Building on and expanding from the obvious global environmental (in)justice issue at stake, the project also uncovers the trade’s entanglements with (a) political, economic, and social practices of externalization, (b) the territoriality of waste and its governance within a closed planetary system, and (c) the importance of environmental affects for comprehending the above two. Finally, the project also offers insights into environmental journalism and campaigning, waste management, and urban history.

... of U.S. Ghost Acres and the Global Waste Economy

Hazardous Travels tells the history of the global waste economy through the prism of the Khian Sea and from a United States in the world perspective.
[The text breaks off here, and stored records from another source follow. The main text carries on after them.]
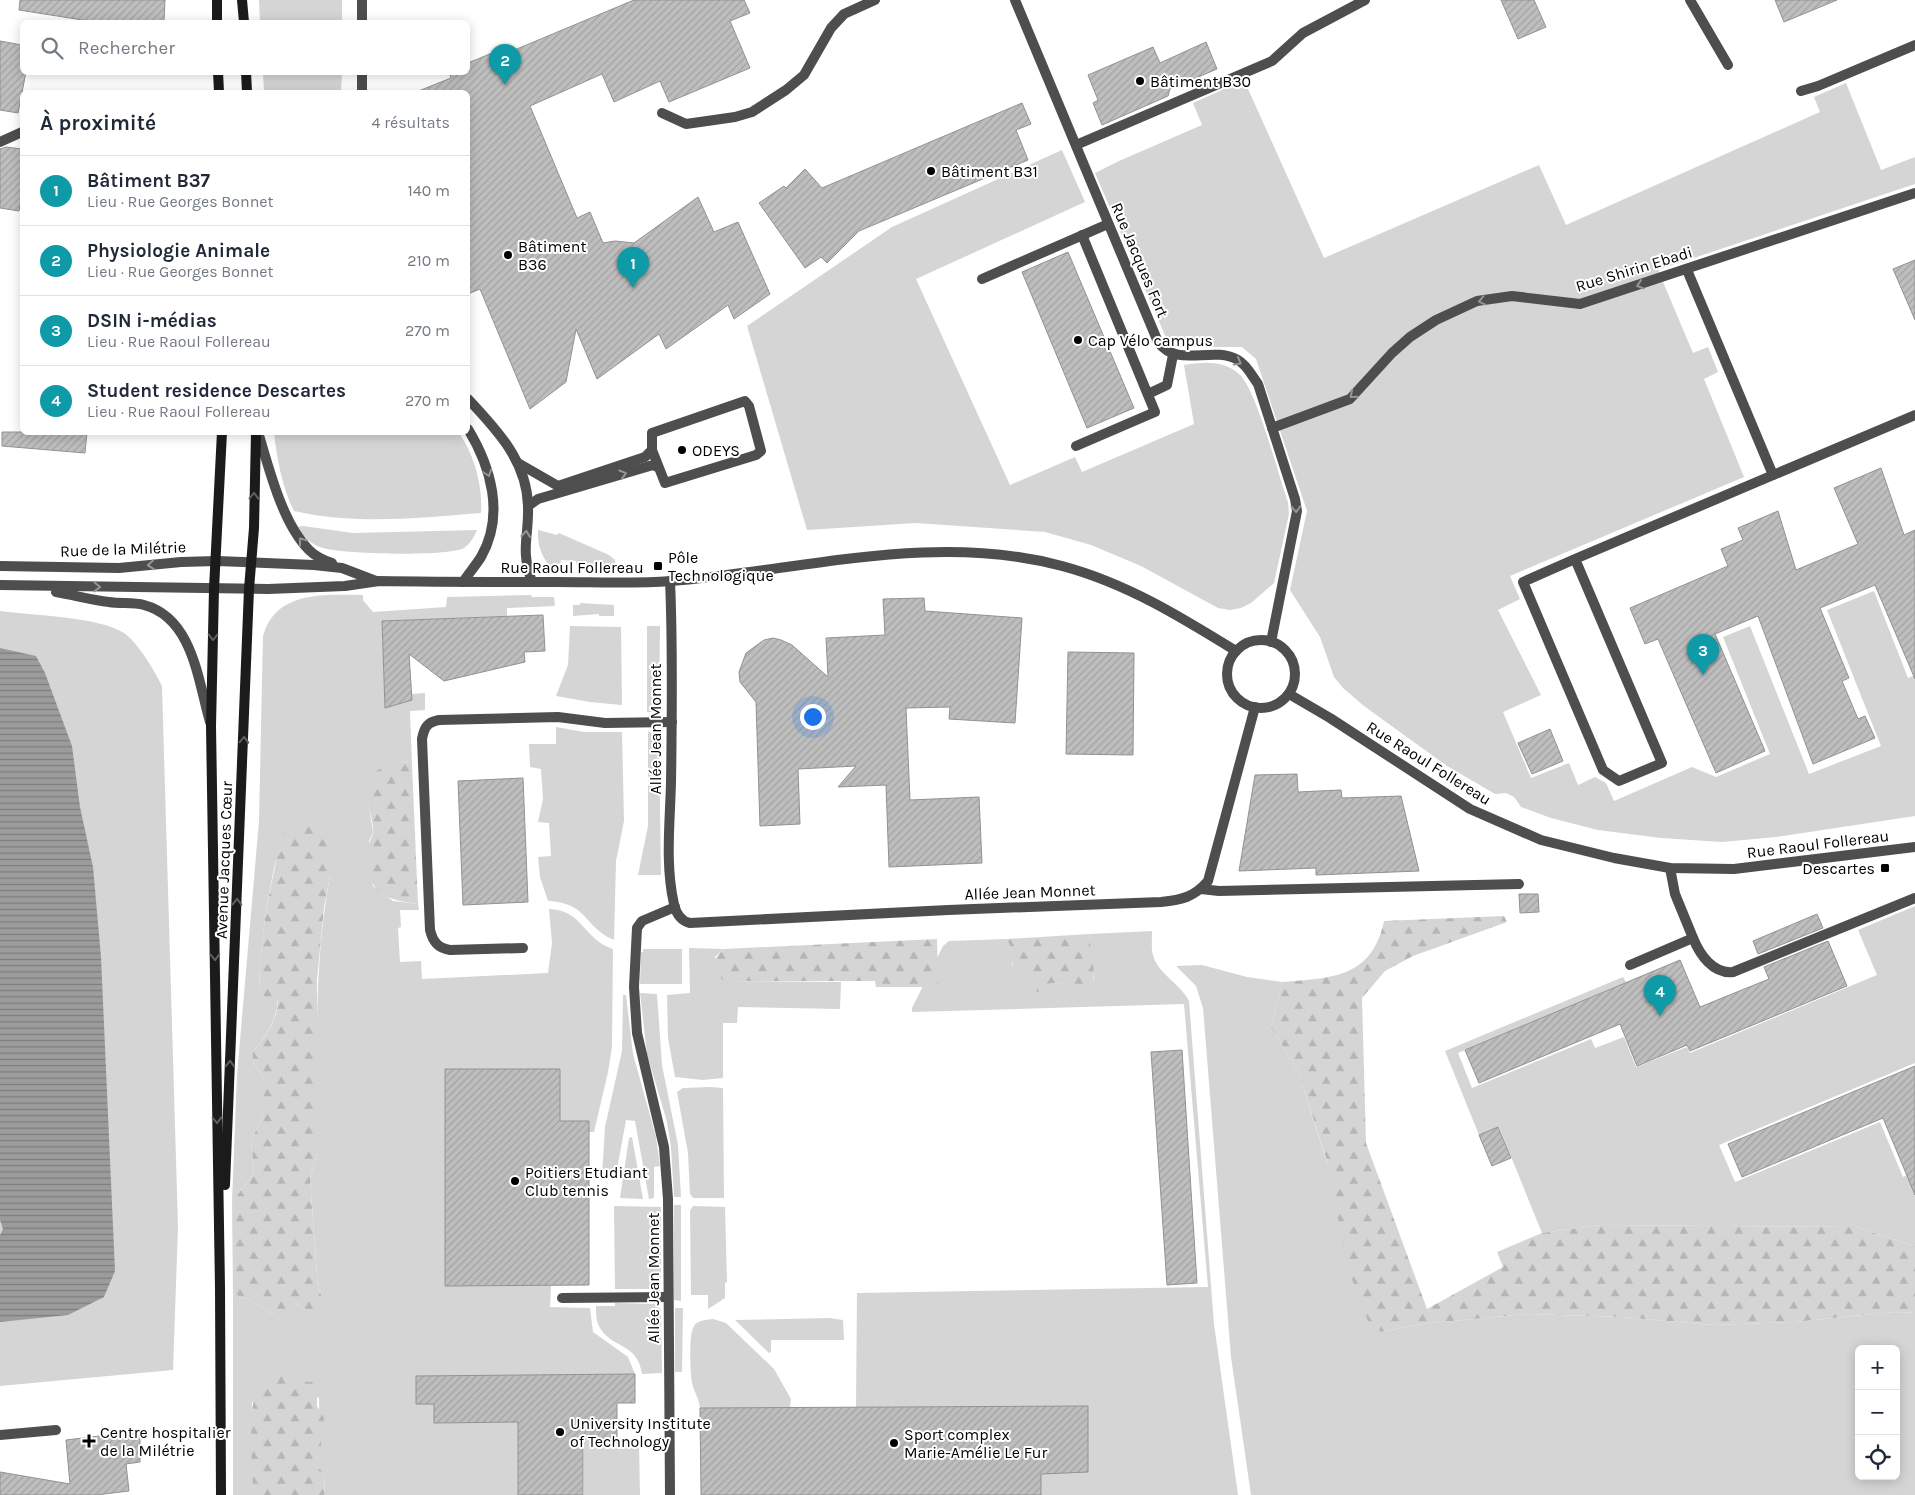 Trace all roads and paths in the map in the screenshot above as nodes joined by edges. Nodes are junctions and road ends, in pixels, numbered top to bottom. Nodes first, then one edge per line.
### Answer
1 (217, 0) edge
2 (242, 0) edge
3 (362, 0) edge
4 (875, 0) edge
5 (1015, 0) edge
6 (1365, 0) edge
7 (1690, 0) edge
8 (217, 20) edge
9 (244, 20) edge
10 (362, 20) edge
11 (1915, 45) edge
12 (1728, 65) dead end
13 (218, 75) edge
14 (246, 75) edge
15 (362, 75) edge
16 (219, 90) edge
17 (247, 90) edge
18 (362, 90) edge
19 (1800, 91) dead end
20 (662, 113) dead end
21 (20, 133) edge
22 (0, 142) edge
23 (1076, 145) junction
24 (1915, 193) edge
25 (1108, 224) junction
26 (1082, 235) junction
27 (1687, 270) junction
28 (982, 279) dead end
29 (1173, 355) junction
30 (1148, 394) junction
31 (470, 401) edge
32 (1915, 415) edge
33 (1272, 428) junction
34 (470, 433) edge
35 (222, 435) edge
36 (257, 435) edge
37 (258, 435) edge
38 (1076, 446) dead end
39 (652, 450) junction
40 (518, 464) junction
41 (658, 467) junction
42 (1773, 475) junction
43 (528, 506) junction
44 (1575, 559) junction
45 (217, 561) junction
46 (251, 562) junction
47 (0, 566) edge
48 (342, 568) junction
49 (670, 581) junction
50 (379, 582) junction
51 (463, 582) junction
52 (532, 582) junction
53 (0, 585) edge
54 (31, 586) junction
55 (214, 588) junction
56 (249, 589) junction
57 (1271, 642) junction
58 (1236, 651) junction
59 (1289, 694) junction
60 (1255, 707) junction
61 (672, 722) junction
62 (211, 726) junction
63 (1915, 847) edge
64 (1670, 868) junction
65 (1519, 884) dead end
66 (1201, 889) junction
67 (1915, 898) edge
68 (674, 907) junction
69 (1693, 938) junction
70 (523, 948) dead end
71 (1630, 966) dead end
72 (220, 1288) junction
73 (668, 1297) junction
74 (562, 1298) dead end
75 (56, 1430) dead end
76 (0, 1435) edge
77 (221, 1495) edge
78 (670, 1495) edge

1 - 8 main road
2 - 9 main road
3 - 10 street
4 - 20 street
5 - 23 street, Rue Jacques Fort
6 - 23 street
7 - 12 street
11 - 19 street
13 - 16 main road
14 - 17 main road
15 - 18 street
21 - 22 street
23 - 25 street, Rue Jacques Fort
24 - 27 street, Rue Shirin Ebadi
25 - 26 street
25 - 29 street, Rue Jacques Fort
26 - 28 street
26 - 30 street
27 -> 33 street, Rue Shirin Ebadi
27 - 42 street
29 - 30 street
29 -> 33 street
30 - 38 street
31 - 40 street
32 - 42 street
33 -> 57 street
34 -> 51 street
35 - 45 main road, Avenue Jacques Cœur
46 -> 36 main road, Avenue Jacques Cœur
48 -> 37 street
39 - 40 street
39 - 41 street
39 - 41 street
40 - 43 street
43 -> 41 street
42 - 44 street
52 -> 43 street
44 - 44 street
45 - 46 street, Rue de la Milétrie
45 -> 47 street, Rue de la Milétrie
45 - 55 main road, Avenue Jacques Cœur
46 - 48 street, Rue de la Milétrie
46 - 56 main road, Avenue Jacques Cœur
48 - 50 street
49 - 52 street, Rue Raoul Follereau
49 - 58 street, Rue Raoul Follereau
49 - 61 street, Allée Jean Monnet
50 - 51 street, Rue Raoul Follereau
50 - 56 street, Rue Raoul Follereau
51 - 52 street, Rue Raoul Follereau
53 - 54 street
54 -> 55 street
54 - 62 street
55 - 56 street, Rue Raoul Follereau
55 -> 62 main road, Avenue Jacques Cœur
72 -> 56 main road, Avenue Jacques Cœur
57 - 58 street
57 - 59 street
58 - 60 street
59 - 60 street
59 - 64 street, Rue Raoul Follereau
60 - 66 street
61 - 68 street, Allée Jean Monnet
61 - 70 street
62 -> 72 main road, Avenue Jacques Cœur
63 - 64 street, Rue Raoul Follereau
64 - 69 street
65 - 66 street
66 - 68 street, Allée Jean Monnet
67 - 69 street
68 - 73 street, Allée Jean Monnet
69 - 71 street
72 - 77 main road, Avenue Jacques Cœur
73 - 74 street
73 - 78 street, Allée Jean Monnet
75 - 76 street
It pays tribute to the Khian Sea as flagship story of environmental journalism and activism and the United States as both the largest producer of hazardous waste material globally, and one of the key actors opposing a successful international governance on hazardous waste. From the United States, the story spans as diverse and far as Panama, the Bahamas, Guinea-Bissau, Haiti, Sierra Leone, West-Guinea, Italy, Norway, Canada, Mexico, and Switzerland. While the narrative commences with the Khian Sea’s departure from Philadelphia in 1986 and adjourns with the return and disposal of the ash in 2004, it is mindful to the larger and older trajectories and path dependencies of the issues involved.

A Global Study in the Environmental Humanities

Hazardous Travels is a global study in the environmental humanities. It engages with both, the narratives, concepts and structures, as well as the materials that sustained the global waste economy. Beyond the philosophical definition of hazardous waste as that which may be toxic and harmful to human health and the environment, its material traits and hazardous qualities challenge research in two important ways. Hazardous waste evokes (1) a full host of, primarily negative, emotions (environmental affect) which inform waste management and practices of externalization in important ways, and (2) hazardous time and space regimes non-congruent with the dominant anthropocentric one. Hazardous waste may be carcinogenic or take the form of endocrine disrupters which alter our bodily and that of future generations in fundamental ways. The time until neutralization may be decades, centuries, millennia even and the challenge of waste disposal one of many generations into the future. When dealing with hazardous waste as an object of study, scholars must be mindful to deep time as well as longue durée and understand the body as a site of history as much as a source of environmental affect.

Hazardous Travels is the story of the global waste economy as a system of global externalization mechanisms through which one country dumps its toxins on another. These externalization mechanisms are integral part to an economic system that sustains its growth through the appropriation of cheap ‘waste land’ – or ghost acres as we call these lands in our research group – all around the world. In the end, the system creates a global geography of unequal valuations of life.